Exercise material
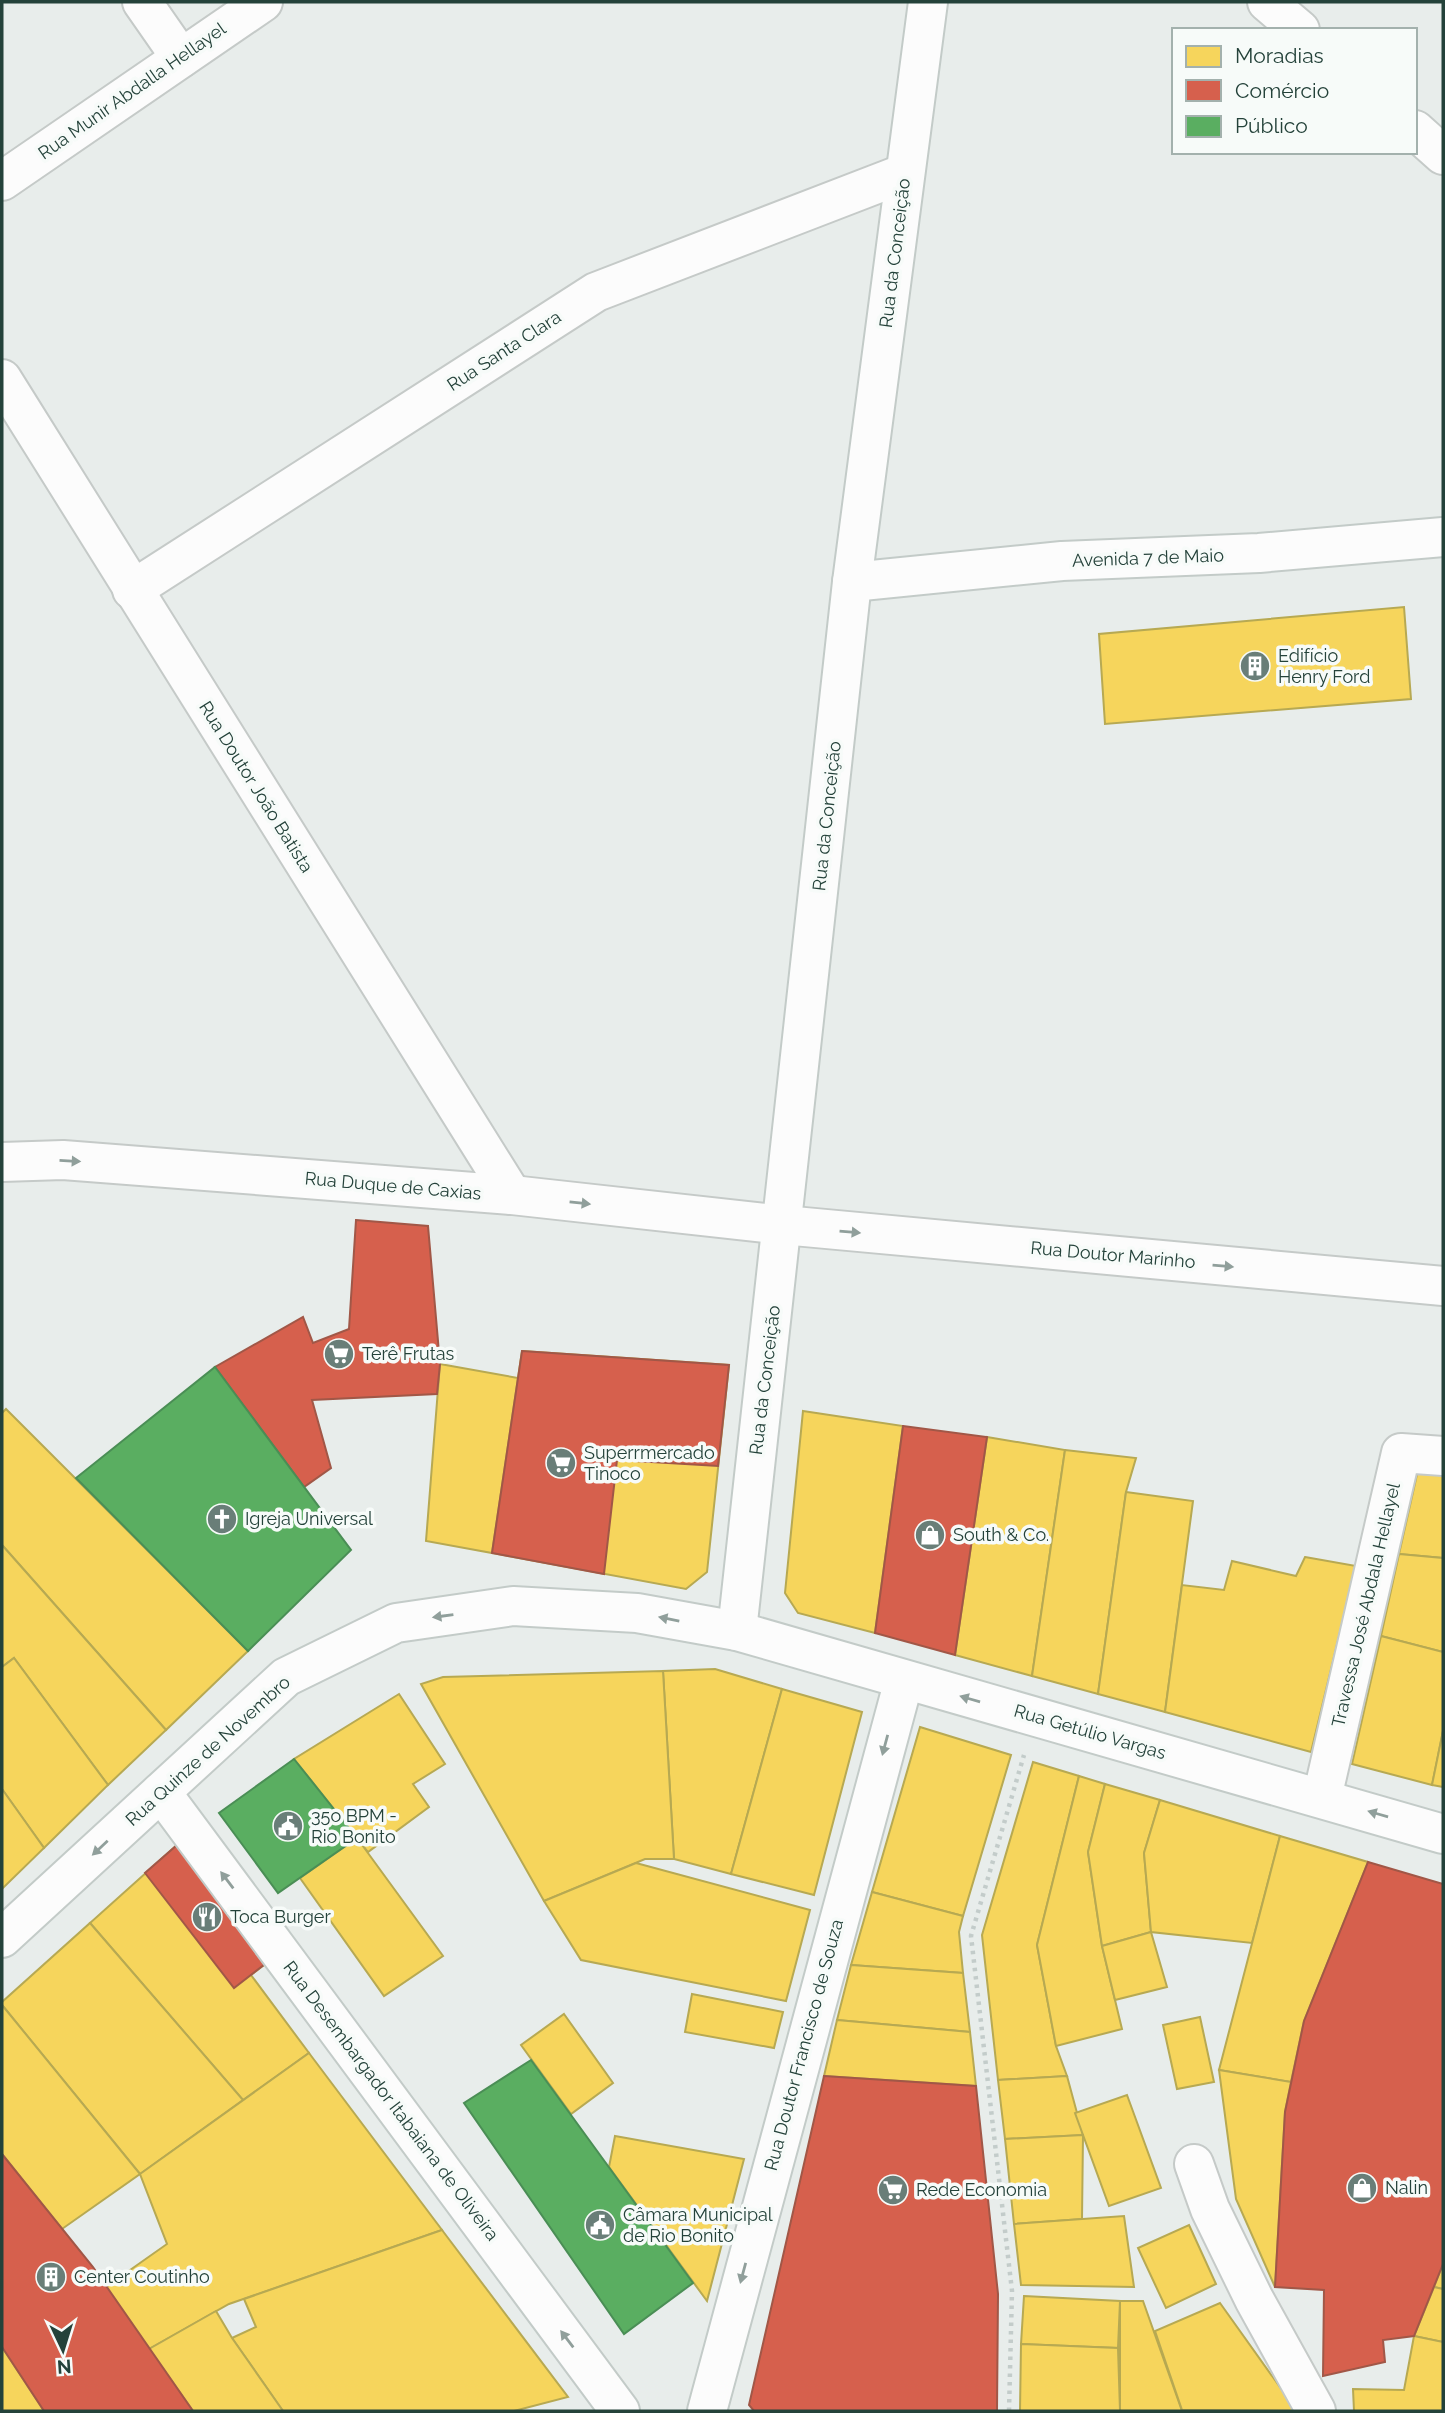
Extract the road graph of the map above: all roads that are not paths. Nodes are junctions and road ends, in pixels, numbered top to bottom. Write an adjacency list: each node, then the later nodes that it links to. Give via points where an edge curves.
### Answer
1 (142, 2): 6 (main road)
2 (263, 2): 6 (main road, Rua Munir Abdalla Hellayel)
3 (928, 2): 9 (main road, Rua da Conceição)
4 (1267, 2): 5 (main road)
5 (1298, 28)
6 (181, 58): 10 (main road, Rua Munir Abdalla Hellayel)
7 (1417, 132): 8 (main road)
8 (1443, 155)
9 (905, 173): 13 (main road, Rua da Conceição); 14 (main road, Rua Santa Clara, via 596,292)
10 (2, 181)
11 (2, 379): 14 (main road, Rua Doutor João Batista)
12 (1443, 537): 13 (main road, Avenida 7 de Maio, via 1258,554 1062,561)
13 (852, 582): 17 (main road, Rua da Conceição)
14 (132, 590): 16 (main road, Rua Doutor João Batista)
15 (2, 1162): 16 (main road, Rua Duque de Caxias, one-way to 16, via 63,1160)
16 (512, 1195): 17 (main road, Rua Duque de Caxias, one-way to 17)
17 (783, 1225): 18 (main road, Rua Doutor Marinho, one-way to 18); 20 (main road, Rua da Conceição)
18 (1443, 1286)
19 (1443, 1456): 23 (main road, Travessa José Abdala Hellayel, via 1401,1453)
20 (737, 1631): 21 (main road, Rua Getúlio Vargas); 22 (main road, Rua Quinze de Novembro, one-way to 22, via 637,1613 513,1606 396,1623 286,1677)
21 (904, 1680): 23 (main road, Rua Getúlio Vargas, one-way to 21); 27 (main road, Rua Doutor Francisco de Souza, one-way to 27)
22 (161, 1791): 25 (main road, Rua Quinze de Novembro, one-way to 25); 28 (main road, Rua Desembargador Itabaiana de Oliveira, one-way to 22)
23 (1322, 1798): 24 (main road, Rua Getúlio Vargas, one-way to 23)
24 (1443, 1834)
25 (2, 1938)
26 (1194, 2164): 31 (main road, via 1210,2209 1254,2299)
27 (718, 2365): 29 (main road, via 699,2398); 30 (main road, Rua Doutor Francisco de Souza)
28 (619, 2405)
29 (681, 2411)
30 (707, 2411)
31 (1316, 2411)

...

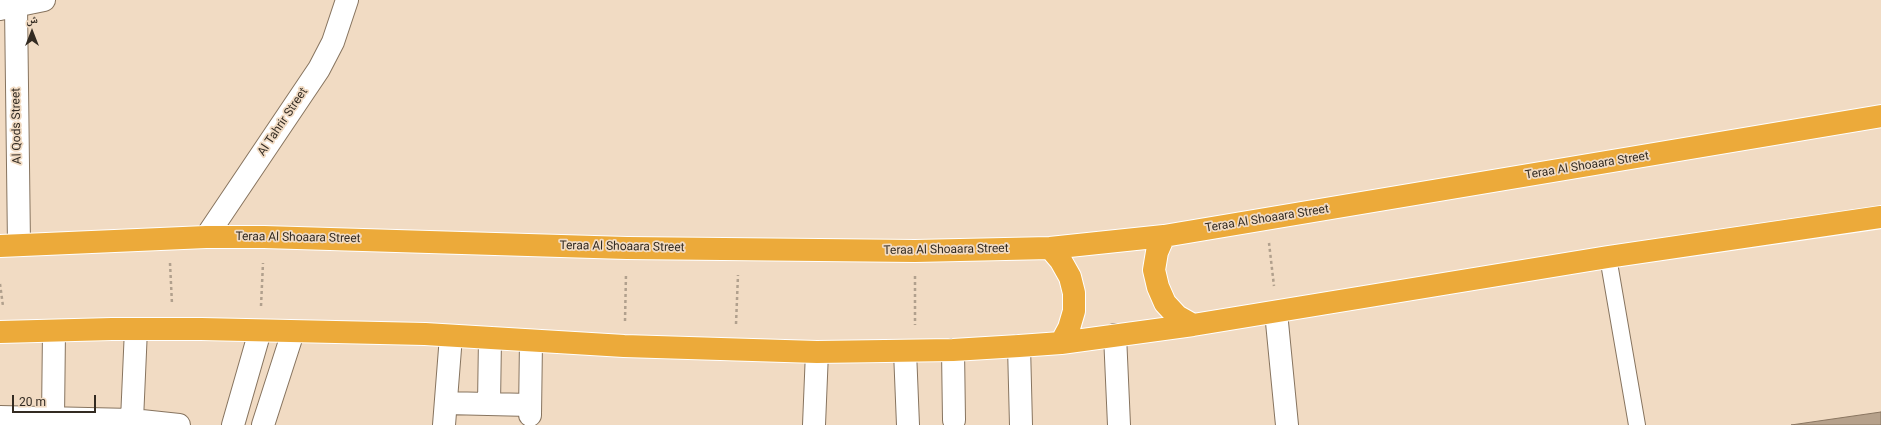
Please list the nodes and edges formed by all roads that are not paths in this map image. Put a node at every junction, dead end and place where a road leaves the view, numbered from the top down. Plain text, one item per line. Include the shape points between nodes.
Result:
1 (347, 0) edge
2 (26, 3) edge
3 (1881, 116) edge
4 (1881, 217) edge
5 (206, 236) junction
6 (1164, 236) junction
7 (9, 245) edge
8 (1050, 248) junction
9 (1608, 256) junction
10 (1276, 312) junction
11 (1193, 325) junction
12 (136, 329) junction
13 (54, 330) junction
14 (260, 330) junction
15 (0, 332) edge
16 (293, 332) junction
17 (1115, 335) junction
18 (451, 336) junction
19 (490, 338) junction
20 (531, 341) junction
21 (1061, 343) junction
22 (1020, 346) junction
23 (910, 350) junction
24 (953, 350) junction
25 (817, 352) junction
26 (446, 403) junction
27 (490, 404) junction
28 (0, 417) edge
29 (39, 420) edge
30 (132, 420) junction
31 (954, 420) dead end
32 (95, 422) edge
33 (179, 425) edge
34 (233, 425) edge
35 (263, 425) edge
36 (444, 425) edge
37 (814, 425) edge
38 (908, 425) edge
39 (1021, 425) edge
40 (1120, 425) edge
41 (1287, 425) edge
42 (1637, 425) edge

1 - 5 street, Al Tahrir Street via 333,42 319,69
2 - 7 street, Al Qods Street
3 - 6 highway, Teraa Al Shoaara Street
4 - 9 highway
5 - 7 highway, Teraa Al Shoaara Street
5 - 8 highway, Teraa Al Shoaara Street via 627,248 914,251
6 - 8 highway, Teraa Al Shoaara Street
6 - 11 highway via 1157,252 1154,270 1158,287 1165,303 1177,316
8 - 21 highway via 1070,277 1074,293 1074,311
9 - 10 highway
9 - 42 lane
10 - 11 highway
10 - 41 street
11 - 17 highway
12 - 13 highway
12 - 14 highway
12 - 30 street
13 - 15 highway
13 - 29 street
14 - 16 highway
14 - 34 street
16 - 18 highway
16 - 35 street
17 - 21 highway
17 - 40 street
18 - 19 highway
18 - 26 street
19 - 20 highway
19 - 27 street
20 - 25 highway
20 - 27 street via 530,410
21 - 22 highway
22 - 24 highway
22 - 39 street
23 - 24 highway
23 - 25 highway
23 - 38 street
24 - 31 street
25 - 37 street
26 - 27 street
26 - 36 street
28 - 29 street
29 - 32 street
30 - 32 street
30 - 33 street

...

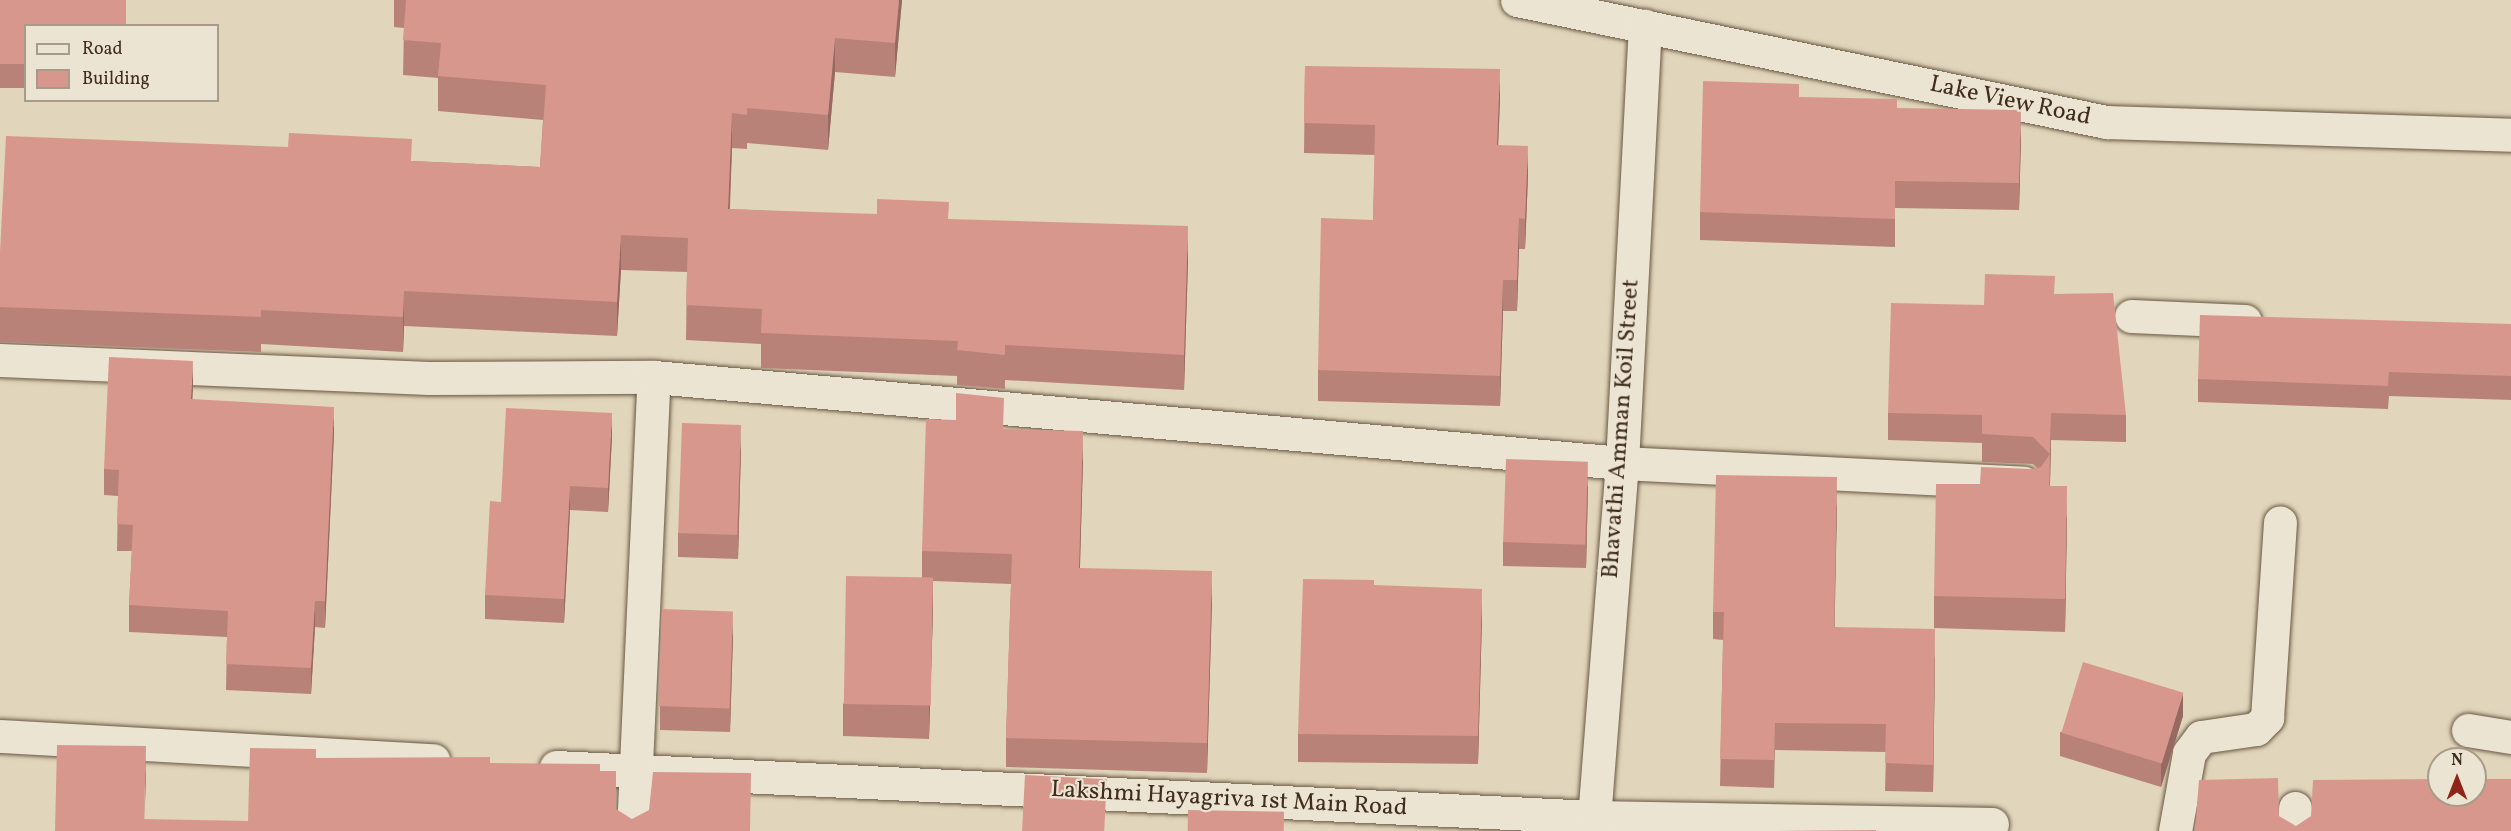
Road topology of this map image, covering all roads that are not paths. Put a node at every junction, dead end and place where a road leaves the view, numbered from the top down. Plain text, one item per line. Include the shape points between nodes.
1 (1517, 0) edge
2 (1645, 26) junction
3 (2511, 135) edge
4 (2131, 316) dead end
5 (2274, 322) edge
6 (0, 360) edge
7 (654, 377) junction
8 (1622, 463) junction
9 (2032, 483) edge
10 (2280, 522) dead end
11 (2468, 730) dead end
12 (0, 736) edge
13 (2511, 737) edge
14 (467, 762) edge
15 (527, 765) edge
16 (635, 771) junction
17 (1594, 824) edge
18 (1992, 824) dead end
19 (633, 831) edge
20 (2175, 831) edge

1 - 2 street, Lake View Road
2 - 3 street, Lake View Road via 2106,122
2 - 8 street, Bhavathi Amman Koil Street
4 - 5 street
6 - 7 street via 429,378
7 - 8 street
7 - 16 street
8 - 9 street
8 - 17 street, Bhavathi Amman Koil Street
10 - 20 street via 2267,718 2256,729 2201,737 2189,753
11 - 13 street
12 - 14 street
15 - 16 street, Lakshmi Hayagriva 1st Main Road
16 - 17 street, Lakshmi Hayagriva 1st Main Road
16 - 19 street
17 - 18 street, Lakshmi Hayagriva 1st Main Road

Task to complete
Across all the records above, find each line with "list" in it and copy it.

Written answer
Extract the road graph of the map above: all roads that are not paths. Nodes are junctions and road ends, in pixels, numbered top to bottom. Write an adjacency list: each node, then the later nodes that it links to. Give via points where an edge curves.
Please list the nodes and edges formed by all roads that are not paths in this map image. Put a node at every junction, dead end and place where a road leaves the view, numbered from the top down. Plain text, one item per line. Include the shape points between nodes.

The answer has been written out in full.